*Task item*. In the copy, every line of the material that follows must appear exactly, and no pictures should.

═══ Data listing

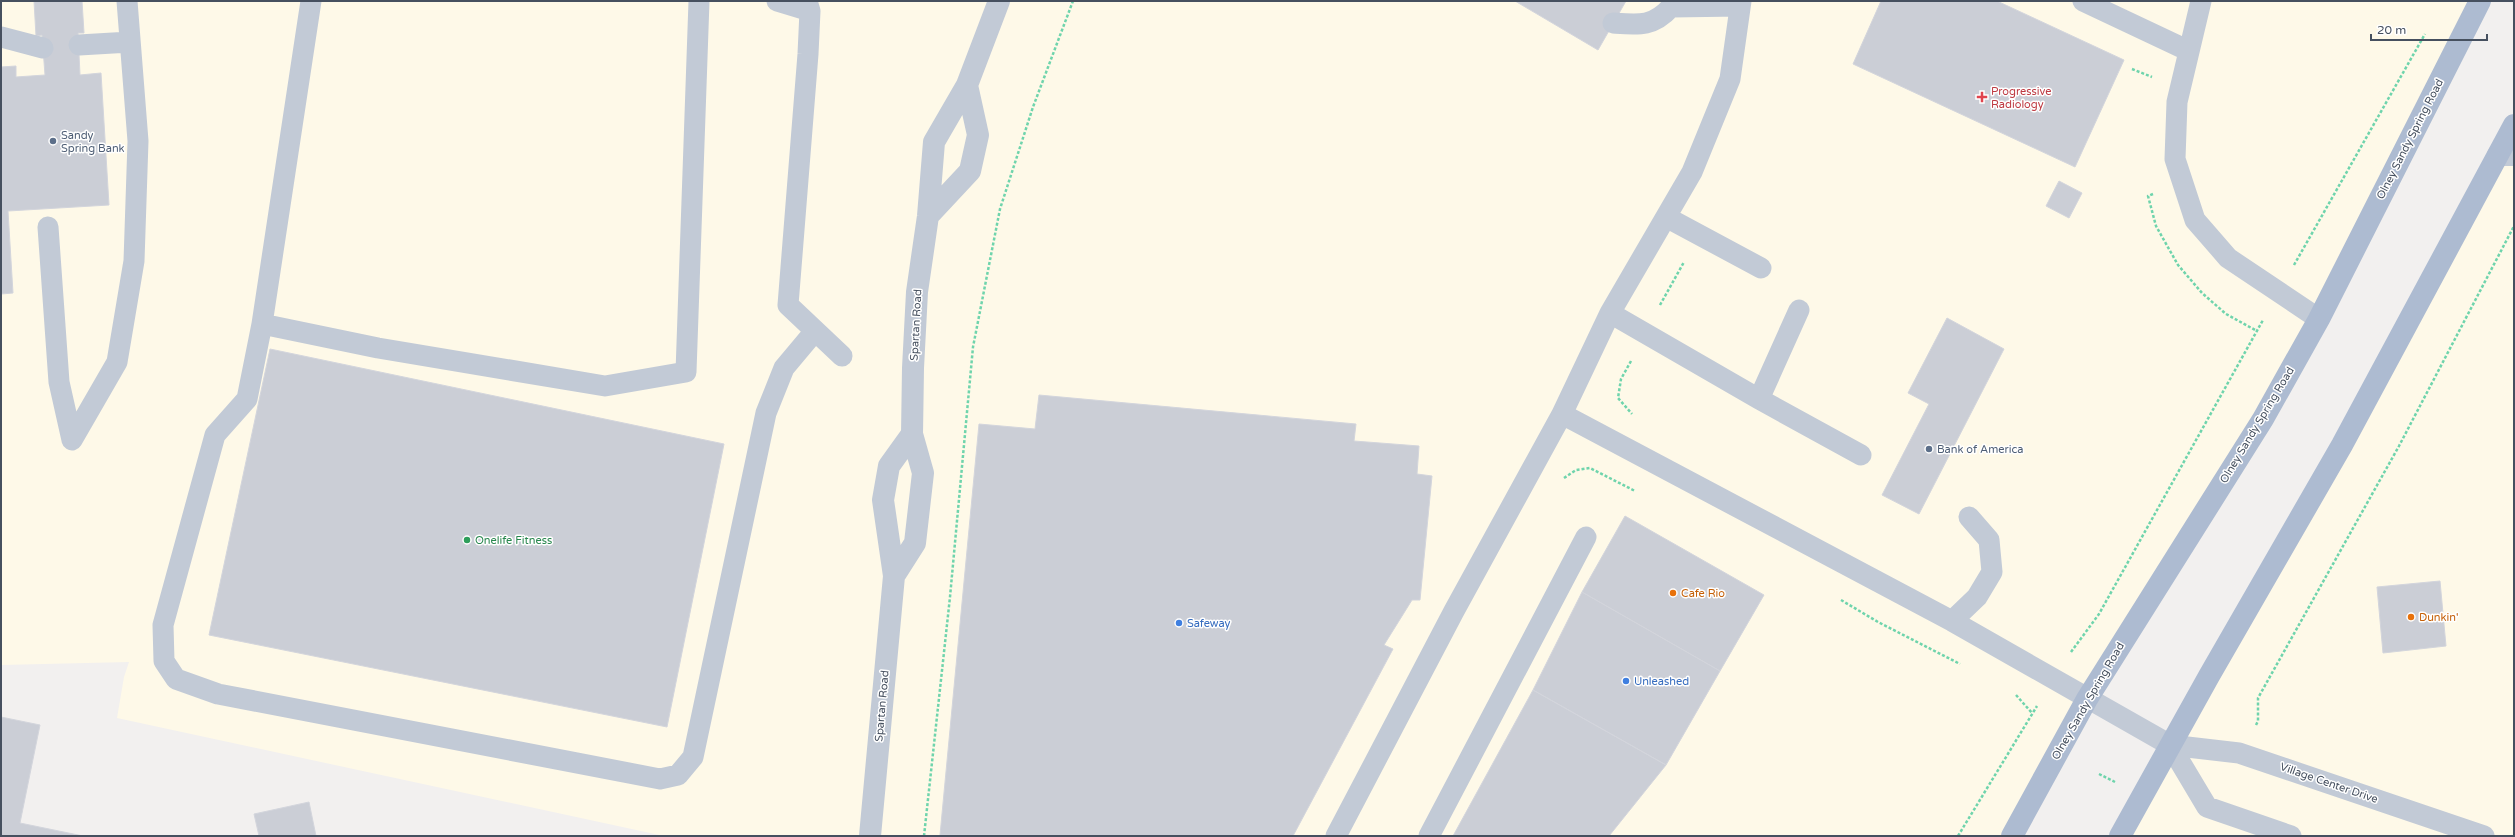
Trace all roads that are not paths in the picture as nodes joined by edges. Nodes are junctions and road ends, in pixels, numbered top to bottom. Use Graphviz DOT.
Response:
graph roads {
  1 [pos="127,1"];
  2 [pos="311,1"];
  3 [pos="699,1"];
  4 [pos="777,1"];
  5 [pos="999,1"];
  6 [pos="2083,1"];
  7 [pos="2201,1"];
  8 [pos="2480,1"];
  9 [pos="1741,3"];
  10 [pos="1670,4"];
  11 [pos="808,6"];
  12 [pos="1613,23"];
  13 [pos="1,38"];
  14 [pos="130,42"];
  15 [pos="79,45"];
  16 [pos="43,48"];
  17 [pos="2189,51"];
  18 [pos="966,85"];
  19 [pos="2514,125"];
  20 [pos="2506,155"];
  21 [pos="928,216"];
  22 [pos="1666,217"];
  23 [pos="48,226"];
  24 [pos="1761,268"];
  25 [pos="1799,310"];
  26 [pos="1610,313"];
  27 [pos="2318,318"];
  28 [pos="262,324"];
  29 [pos="815,331"];
  30 [pos="842,356"];
  31 [pos="1759,399"];
  32 [pos="1562,414"];
  33 [pos="912,434"];
  34 [pos="1861,454"];
  35 [pos="1969,517"];
  36 [pos="1586,537"];
  37 [pos="894,576"];
  38 [pos="1952,621"];
  39 [pos="2087,699"];
  40 [pos="2170,745"];
  41 [pos="870,836"];
  42 [pos="1336,836"];
  43 [pos="1429,836"];
  44 [pos="2012,836"];
  45 [pos="2120,836"];
  46 [pos="2291,836"];
  47 [pos="2484,836"];
  1 -- 14 [label="lane"];
  2 -- 28 [label="lane"];
  3 -- 28 [label="lane"];
  4 -- 11 [label="lane"];
  5 -- 18 [label="street, Spartan Road"];
  6 -- 17 [label="lane"];
  7 -- 17 [label="lane"];
  8 -- 27 [label="main road, Olney Sandy Spring Road"];
  9 -- 10 [label="lane"];
  9 -- 22 [label="lane"];
  10 -- 12 [label="lane"];
  11 -- 29 [label="lane"];
  13 -- 16 [label="lane"];
  14 -- 15 [label="lane"];
  14 -- 23 [label="lane"];
  17 -- 27 [label="lane"];
  18 -- 21 [label="street, Spartan Road"];
  18 -- 21 [label="street"];
  19 -- 20 [label="main road"];
  20 -- 40 [label="main road"];
  21 -- 33 [label="street, Spartan Road"];
  22 -- 24 [label="lane"];
  22 -- 26 [label="lane"];
  25 -- 31 [label="lane"];
  26 -- 31 [label="lane"];
  26 -- 32 [label="lane"];
  27 -- 39 [label="main road, Olney Sandy Spring Road"];
  28 -- 29 [label="lane"];
  29 -- 30 [label="lane"];
  31 -- 34 [label="lane"];
  32 -- 38 [label="lane, Village Center Drive"];
  32 -- 42 [label="lane"];
  33 -- 37 [label="street, Spartan Road"];
  33 -- 37 [label="street, Spartan Road"];
  35 -- 38 [label="lane"];
  36 -- 43 [label="lane"];
  37 -- 41 [label="street, Spartan Road"];
  38 -- 39 [label="lane, Village Center Drive"];
  39 -- 40 [label="lane, Village Center Drive"];
  39 -- 44 [label="main road, Olney Sandy Spring Road"];
  40 -- 45 [label="main road"];
  40 -- 46 [label="lane"];
  40 -- 47 [label="lane, Village Center Drive"];
}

══════

*Result*.
Trace all roads that are not paths in the picture as nodes joined by edges. Nodes are junctions and road ends, in pixels, numbered top to bottom. Use Graphviz DOT.
Response:
graph roads {
  1 [pos="127,1"];
  2 [pos="311,1"];
  3 [pos="699,1"];
  4 [pos="777,1"];
  5 [pos="999,1"];
  6 [pos="2083,1"];
  7 [pos="2201,1"];
  8 [pos="2480,1"];
  9 [pos="1741,3"];
  10 [pos="1670,4"];
  11 [pos="808,6"];
  12 [pos="1613,23"];
  13 [pos="1,38"];
  14 [pos="130,42"];
  15 [pos="79,45"];
  16 [pos="43,48"];
  17 [pos="2189,51"];
  18 [pos="966,85"];
  19 [pos="2514,125"];
  20 [pos="2506,155"];
  21 [pos="928,216"];
  22 [pos="1666,217"];
  23 [pos="48,226"];
  24 [pos="1761,268"];
  25 [pos="1799,310"];
  26 [pos="1610,313"];
  27 [pos="2318,318"];
  28 [pos="262,324"];
  29 [pos="815,331"];
  30 [pos="842,356"];
  31 [pos="1759,399"];
  32 [pos="1562,414"];
  33 [pos="912,434"];
  34 [pos="1861,454"];
  35 [pos="1969,517"];
  36 [pos="1586,537"];
  37 [pos="894,576"];
  38 [pos="1952,621"];
  39 [pos="2087,699"];
  40 [pos="2170,745"];
  41 [pos="870,836"];
  42 [pos="1336,836"];
  43 [pos="1429,836"];
  44 [pos="2012,836"];
  45 [pos="2120,836"];
  46 [pos="2291,836"];
  47 [pos="2484,836"];
  1 -- 14 [label="lane"];
  2 -- 28 [label="lane"];
  3 -- 28 [label="lane"];
  4 -- 11 [label="lane"];
  5 -- 18 [label="street, Spartan Road"];
  6 -- 17 [label="lane"];
  7 -- 17 [label="lane"];
  8 -- 27 [label="main road, Olney Sandy Spring Road"];
  9 -- 10 [label="lane"];
  9 -- 22 [label="lane"];
  10 -- 12 [label="lane"];
  11 -- 29 [label="lane"];
  13 -- 16 [label="lane"];
  14 -- 15 [label="lane"];
  14 -- 23 [label="lane"];
  17 -- 27 [label="lane"];
  18 -- 21 [label="street, Spartan Road"];
  18 -- 21 [label="street"];
  19 -- 20 [label="main road"];
  20 -- 40 [label="main road"];
  21 -- 33 [label="street, Spartan Road"];
  22 -- 24 [label="lane"];
  22 -- 26 [label="lane"];
  25 -- 31 [label="lane"];
  26 -- 31 [label="lane"];
  26 -- 32 [label="lane"];
  27 -- 39 [label="main road, Olney Sandy Spring Road"];
  28 -- 29 [label="lane"];
  29 -- 30 [label="lane"];
  31 -- 34 [label="lane"];
  32 -- 38 [label="lane, Village Center Drive"];
  32 -- 42 [label="lane"];
  33 -- 37 [label="street, Spartan Road"];
  33 -- 37 [label="street, Spartan Road"];
  35 -- 38 [label="lane"];
  36 -- 43 [label="lane"];
  37 -- 41 [label="street, Spartan Road"];
  38 -- 39 [label="lane, Village Center Drive"];
  39 -- 40 [label="lane, Village Center Drive"];
  39 -- 44 [label="main road, Olney Sandy Spring Road"];
  40 -- 45 [label="main road"];
  40 -- 46 [label="lane"];
  40 -- 47 [label="lane, Village Center Drive"];
}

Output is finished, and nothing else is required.